(Stored data entries)
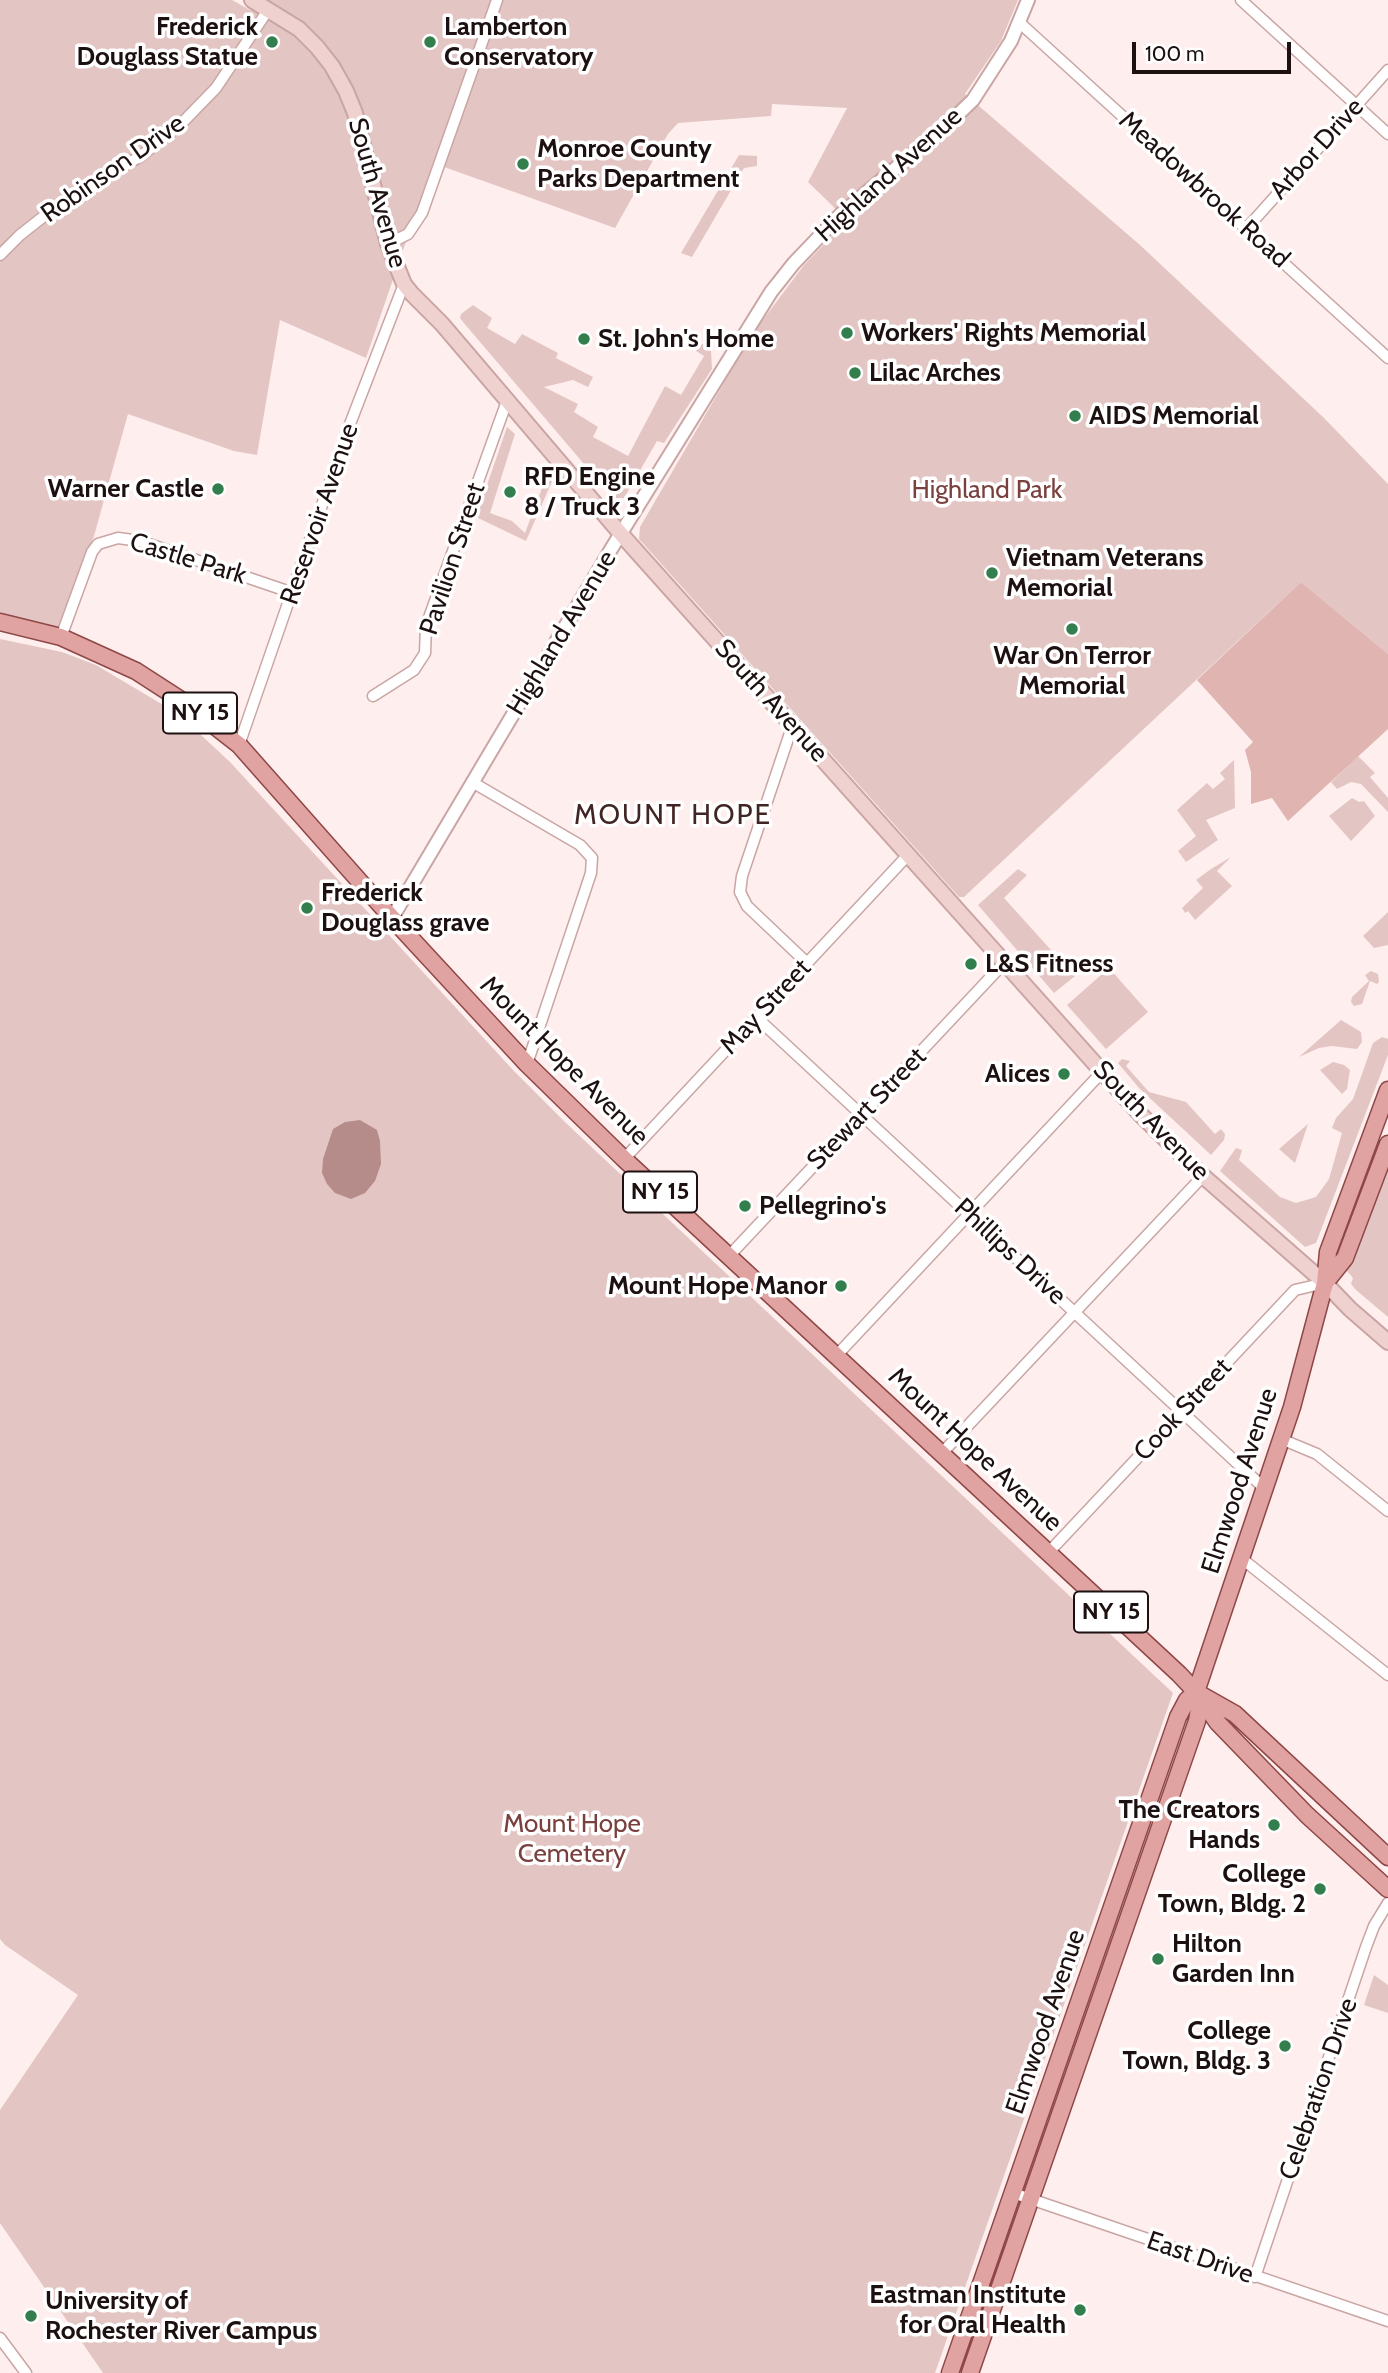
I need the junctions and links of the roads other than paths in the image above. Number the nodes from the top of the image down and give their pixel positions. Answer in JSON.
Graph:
{"nodes":[{"id":1,"x":252,"y":0,"type":"edge"},
{"id":2,"x":497,"y":0,"type":"edge"},
{"id":3,"x":1028,"y":0,"type":"edge"},
{"id":4,"x":1241,"y":0,"type":"edge"},
{"id":5,"x":268,"y":10,"type":"junction"},
{"id":6,"x":1020,"y":23,"type":"junction"},
{"id":7,"x":1388,"y":71,"type":"edge"},
{"id":8,"x":1356,"y":105,"type":"junction"},
{"id":9,"x":1388,"y":134,"type":"edge"},
{"id":10,"x":1247,"y":228,"type":"junction"},
{"id":11,"x":388,"y":244,"type":"junction"},
{"id":12,"x":0,"y":255,"type":"edge"},
{"id":13,"x":404,"y":284,"type":"junction"},
{"id":14,"x":1388,"y":358,"type":"edge"},
{"id":15,"x":507,"y":401,"type":"junction"},
{"id":16,"x":621,"y":534,"type":"junction"},
{"id":17,"x":293,"y":593,"type":"junction"},
{"id":18,"x":0,"y":622,"type":"edge"},
{"id":19,"x":61,"y":637,"type":"junction"},
{"id":20,"x":373,"y":696,"type":"dead end"},
{"id":21,"x":793,"y":724,"type":"junction"},
{"id":22,"x":239,"y":745,"type":"junction"},
{"id":23,"x":472,"y":782,"type":"junction"},
{"id":24,"x":908,"y":855,"type":"junction"},
{"id":25,"x":391,"y":918,"type":"junction"},
{"id":26,"x":806,"y":962,"type":"junction"},
{"id":27,"x":1004,"y":963,"type":"junction"},
{"id":28,"x":756,"y":1017,"type":"junction"},
{"id":29,"x":527,"y":1063,"type":"junction"},
{"id":30,"x":1102,"y":1072,"type":"junction"},
{"id":31,"x":1388,"y":1090,"type":"edge"},
{"id":32,"x":861,"y":1114,"type":"junction"},
{"id":33,"x":1388,"y":1144,"type":"edge"},
{"id":34,"x":624,"y":1158,"type":"junction"},
{"id":35,"x":1203,"y":1176,"type":"junction"},
{"id":36,"x":969,"y":1214,"type":"junction"},
{"id":37,"x":729,"y":1256,"type":"junction"},
{"id":38,"x":1325,"y":1283,"type":"junction"},
{"id":39,"x":1075,"y":1313,"type":"junction"},
{"id":40,"x":1388,"y":1342,"type":"edge"},
{"id":41,"x":837,"y":1355,"type":"junction"},
{"id":42,"x":1182,"y":1412,"type":"junction"},
{"id":43,"x":1281,"y":1439,"type":"junction"},
{"id":44,"x":942,"y":1453,"type":"junction"},
{"id":45,"x":1265,"y":1489,"type":"junction"},
{"id":46,"x":1388,"y":1511,"type":"edge"},
{"id":47,"x":1049,"y":1552,"type":"junction"},
{"id":48,"x":1241,"y":1558,"type":"junction"},
{"id":49,"x":1388,"y":1675,"type":"edge"},
{"id":50,"x":1196,"y":1692,"type":"junction"},
{"id":51,"x":1388,"y":1857,"type":"edge"},
{"id":52,"x":1388,"y":1889,"type":"edge"},
{"id":53,"x":1388,"y":1903,"type":"edge"},
{"id":54,"x":1013,"y":2193,"type":"junction"},
{"id":55,"x":1030,"y":2199,"type":"junction"},
{"id":56,"x":1255,"y":2277,"type":"junction"},
{"id":57,"x":1388,"y":2321,"type":"edge"},
{"id":58,"x":0,"y":2338,"type":"edge"},
{"id":59,"x":26,"y":2373,"type":"edge"},
{"id":60,"x":950,"y":2373,"type":"edge"},
{"id":61,"x":970,"y":2373,"type":"edge"}],
"edges":[{"from":1,"to":5,"type":"main road","name":"South Avenue"},
{"from":2,"to":11,"type":"street"},
{"from":3,"to":6,"type":"street","name":"Highland Avenue"},
{"from":4,"to":8,"type":"street"},
{"from":5,"to":11,"type":"main road","name":"South Avenue"},
{"from":5,"to":12,"type":"street","name":"Robinson Drive"},
{"from":6,"to":10,"type":"street","name":"Meadowbrook Road"},
{"from":6,"to":16,"type":"street","name":"Highland Avenue"},
{"from":7,"to":8,"type":"street","name":"Arbor Drive"},
{"from":8,"to":9,"type":"street"},
{"from":8,"to":10,"type":"street","name":"Arbor Drive"},
{"from":10,"to":14,"type":"street","name":"Meadowbrook Road"},
{"from":11,"to":13,"type":"main road","name":"South Avenue"},
{"from":13,"to":15,"type":"main road","name":"South Avenue"},
{"from":13,"to":17,"type":"street","name":"Reservoir Avenue"},
{"from":15,"to":16,"type":"main road","name":"South Avenue"},
{"from":15,"to":20,"type":"street","name":"Pavilion Street"},
{"from":16,"to":21,"type":"main road","name":"South Avenue"},
{"from":16,"to":23,"type":"street","name":"Highland Avenue"},
{"from":17,"to":19,"type":"street","name":"Castle Park"},
{"from":17,"to":22,"type":"street","name":"Reservoir Avenue"},
{"from":18,"to":19,"type":"main road","name":"Mount Hope Avenue","number":"NY 15"},
{"from":19,"to":22,"type":"main road","name":"Mount Hope Avenue","number":"NY 15"},
{"from":21,"to":24,"type":"main road","name":"South Avenue"},
{"from":21,"to":26,"type":"street"},
{"from":22,"to":25,"type":"main road","name":"Mount Hope Avenue","number":"NY 15"},
{"from":23,"to":25,"type":"street","name":"Highland Avenue"},
{"from":23,"to":29,"type":"street"},
{"from":24,"to":26,"type":"street","name":"May Street"},
{"from":24,"to":27,"type":"main road","name":"South Avenue"},
{"from":25,"to":29,"type":"main road","name":"Mount Hope Avenue","number":"NY 15"},
{"from":26,"to":28,"type":"street","name":"May Street"},
{"from":27,"to":30,"type":"main road","name":"South Avenue"},
{"from":27,"to":32,"type":"street","name":"Stewart Street"},
{"from":28,"to":32,"type":"street","name":"Phillips Drive"},
{"from":28,"to":34,"type":"street","name":"May Street"},
{"from":29,"to":34,"type":"main road","name":"Mount Hope Avenue","number":"NY 15"},
{"from":30,"to":35,"type":"main road","name":"South Avenue"},
{"from":30,"to":36,"type":"street"},
{"from":31,"to":38,"type":"main road","name":"Elmwood Avenue"},
{"from":32,"to":36,"type":"street","name":"Phillips Drive"},
{"from":32,"to":37,"type":"street","name":"Stewart Street"},
{"from":33,"to":38,"type":"main road","name":"Elmwood Avenue"},
{"from":34,"to":37,"type":"main road","name":"Mount Hope Avenue","number":"NY 15"},
{"from":35,"to":38,"type":"main road","name":"South Avenue"},
{"from":35,"to":39,"type":"street"},
{"from":36,"to":39,"type":"street","name":"Phillips Drive"},
{"from":36,"to":41,"type":"street"},
{"from":37,"to":41,"type":"main road","name":"Mount Hope Avenue","number":"NY 15"},
{"from":38,"to":40,"type":"main road","name":"South Avenue"},
{"from":38,"to":42,"type":"street","name":"Cook Street"},
{"from":38,"to":43,"type":"main road","name":"Elmwood Avenue"},
{"from":39,"to":42,"type":"street","name":"Phillips Drive"},
{"from":39,"to":44,"type":"street"},
{"from":41,"to":44,"type":"main road","name":"Mount Hope Avenue","number":"NY 15"},
{"from":42,"to":45,"type":"street","name":"Phillips Drive"},
{"from":42,"to":47,"type":"street","name":"Cook Street"},
{"from":43,"to":45,"type":"main road","name":"Elmwood Avenue"},
{"from":43,"to":46,"type":"street"},
{"from":44,"to":47,"type":"main road","name":"Mount Hope Avenue","number":"NY 15"},
{"from":45,"to":48,"type":"main road","name":"Elmwood Avenue"},
{"from":47,"to":50,"type":"main road","name":"Mount Hope Avenue","number":"NY 15"},
{"from":48,"to":49,"type":"street"},
{"from":48,"to":50,"type":"main road","name":"Elmwood Avenue"},
{"from":50,"to":51,"type":"main road","name":"Mount Hope Avenue","number":"NY 15"},
{"from":50,"to":52,"type":"main road","name":"Mount Hope Avenue","number":"NY 15"},
{"from":50,"to":54,"type":"main road","name":"Elmwood Avenue"},
{"from":50,"to":55,"type":"main road","name":"Elmwood Avenue"},
{"from":53,"to":56,"type":"street","name":"Celebration Drive"},
{"from":54,"to":55,"type":"street","name":"East Drive"},
{"from":54,"to":60,"type":"main road","name":"Elmwood Avenue"},
{"from":55,"to":56,"type":"street","name":"East Drive"},
{"from":55,"to":61,"type":"main road","name":"Elmwood Avenue"},
{"from":56,"to":57,"type":"street","name":"East Drive"},
{"from":58,"to":59,"type":"street"}]}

* [EXERCISE AIM]
Show me every line of the entries above that holds "nodes".

* [EXERCISE RESULT]
I need the junctions and links of the roads other than paths in the image above. Number the nodes from the top of the image down and give their pixel positions. Answer in JSON.
{"nodes":[{"id":1,"x":252,"y":0,"type":"edge"},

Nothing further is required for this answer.